- **WHAT YOU HAVE TO DO**
What is needed is a faithful copy of all the records.

START DATASET ENTRIES

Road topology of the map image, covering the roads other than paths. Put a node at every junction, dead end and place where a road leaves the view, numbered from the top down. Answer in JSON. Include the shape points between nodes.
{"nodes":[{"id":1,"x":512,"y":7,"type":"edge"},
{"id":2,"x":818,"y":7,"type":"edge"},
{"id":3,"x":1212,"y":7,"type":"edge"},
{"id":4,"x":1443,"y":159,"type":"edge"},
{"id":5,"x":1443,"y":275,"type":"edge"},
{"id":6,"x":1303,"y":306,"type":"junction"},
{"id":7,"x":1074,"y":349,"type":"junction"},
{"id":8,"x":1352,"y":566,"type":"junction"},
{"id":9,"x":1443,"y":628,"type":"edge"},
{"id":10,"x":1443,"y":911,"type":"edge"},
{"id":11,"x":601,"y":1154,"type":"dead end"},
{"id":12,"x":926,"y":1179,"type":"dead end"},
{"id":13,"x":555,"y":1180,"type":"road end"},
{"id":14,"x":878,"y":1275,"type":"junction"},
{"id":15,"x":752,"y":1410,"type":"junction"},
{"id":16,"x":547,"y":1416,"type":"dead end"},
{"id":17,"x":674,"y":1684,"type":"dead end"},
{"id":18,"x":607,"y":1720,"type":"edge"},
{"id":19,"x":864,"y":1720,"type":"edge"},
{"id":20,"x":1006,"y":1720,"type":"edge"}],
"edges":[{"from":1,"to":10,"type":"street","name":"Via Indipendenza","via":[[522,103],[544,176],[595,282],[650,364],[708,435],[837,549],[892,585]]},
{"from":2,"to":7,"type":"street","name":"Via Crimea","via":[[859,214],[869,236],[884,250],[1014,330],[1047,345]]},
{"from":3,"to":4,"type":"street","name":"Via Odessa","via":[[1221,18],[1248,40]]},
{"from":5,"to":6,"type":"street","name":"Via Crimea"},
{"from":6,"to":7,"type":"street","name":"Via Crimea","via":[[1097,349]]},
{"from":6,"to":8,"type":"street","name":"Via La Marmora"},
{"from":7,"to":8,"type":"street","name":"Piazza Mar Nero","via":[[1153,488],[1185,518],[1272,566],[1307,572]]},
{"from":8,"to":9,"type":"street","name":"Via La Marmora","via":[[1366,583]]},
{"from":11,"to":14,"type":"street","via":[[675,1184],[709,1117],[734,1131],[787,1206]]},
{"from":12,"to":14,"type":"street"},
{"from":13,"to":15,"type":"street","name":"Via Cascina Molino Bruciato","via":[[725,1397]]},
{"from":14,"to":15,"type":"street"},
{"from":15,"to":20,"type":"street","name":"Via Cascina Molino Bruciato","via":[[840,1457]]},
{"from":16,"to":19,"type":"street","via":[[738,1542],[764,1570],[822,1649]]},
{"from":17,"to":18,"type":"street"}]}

END DATASET ENTRIES

- **ANSWER SECTION**
Road topology of the map image, covering the roads other than paths. Put a node at every junction, dead end and place where a road leaves the view, numbered from the top down. Answer in JSON. Include the shape points between nodes.
{"nodes":[{"id":1,"x":512,"y":7,"type":"edge"},
{"id":2,"x":818,"y":7,"type":"edge"},
{"id":3,"x":1212,"y":7,"type":"edge"},
{"id":4,"x":1443,"y":159,"type":"edge"},
{"id":5,"x":1443,"y":275,"type":"edge"},
{"id":6,"x":1303,"y":306,"type":"junction"},
{"id":7,"x":1074,"y":349,"type":"junction"},
{"id":8,"x":1352,"y":566,"type":"junction"},
{"id":9,"x":1443,"y":628,"type":"edge"},
{"id":10,"x":1443,"y":911,"type":"edge"},
{"id":11,"x":601,"y":1154,"type":"dead end"},
{"id":12,"x":926,"y":1179,"type":"dead end"},
{"id":13,"x":555,"y":1180,"type":"road end"},
{"id":14,"x":878,"y":1275,"type":"junction"},
{"id":15,"x":752,"y":1410,"type":"junction"},
{"id":16,"x":547,"y":1416,"type":"dead end"},
{"id":17,"x":674,"y":1684,"type":"dead end"},
{"id":18,"x":607,"y":1720,"type":"edge"},
{"id":19,"x":864,"y":1720,"type":"edge"},
{"id":20,"x":1006,"y":1720,"type":"edge"}],
"edges":[{"from":1,"to":10,"type":"street","name":"Via Indipendenza","via":[[522,103],[544,176],[595,282],[650,364],[708,435],[837,549],[892,585]]},
{"from":2,"to":7,"type":"street","name":"Via Crimea","via":[[859,214],[869,236],[884,250],[1014,330],[1047,345]]},
{"from":3,"to":4,"type":"street","name":"Via Odessa","via":[[1221,18],[1248,40]]},
{"from":5,"to":6,"type":"street","name":"Via Crimea"},
{"from":6,"to":7,"type":"street","name":"Via Crimea","via":[[1097,349]]},
{"from":6,"to":8,"type":"street","name":"Via La Marmora"},
{"from":7,"to":8,"type":"street","name":"Piazza Mar Nero","via":[[1153,488],[1185,518],[1272,566],[1307,572]]},
{"from":8,"to":9,"type":"street","name":"Via La Marmora","via":[[1366,583]]},
{"from":11,"to":14,"type":"street","via":[[675,1184],[709,1117],[734,1131],[787,1206]]},
{"from":12,"to":14,"type":"street"},
{"from":13,"to":15,"type":"street","name":"Via Cascina Molino Bruciato","via":[[725,1397]]},
{"from":14,"to":15,"type":"street"},
{"from":15,"to":20,"type":"street","name":"Via Cascina Molino Bruciato","via":[[840,1457]]},
{"from":16,"to":19,"type":"street","via":[[738,1542],[764,1570],[822,1649]]},
{"from":17,"to":18,"type":"street"}]}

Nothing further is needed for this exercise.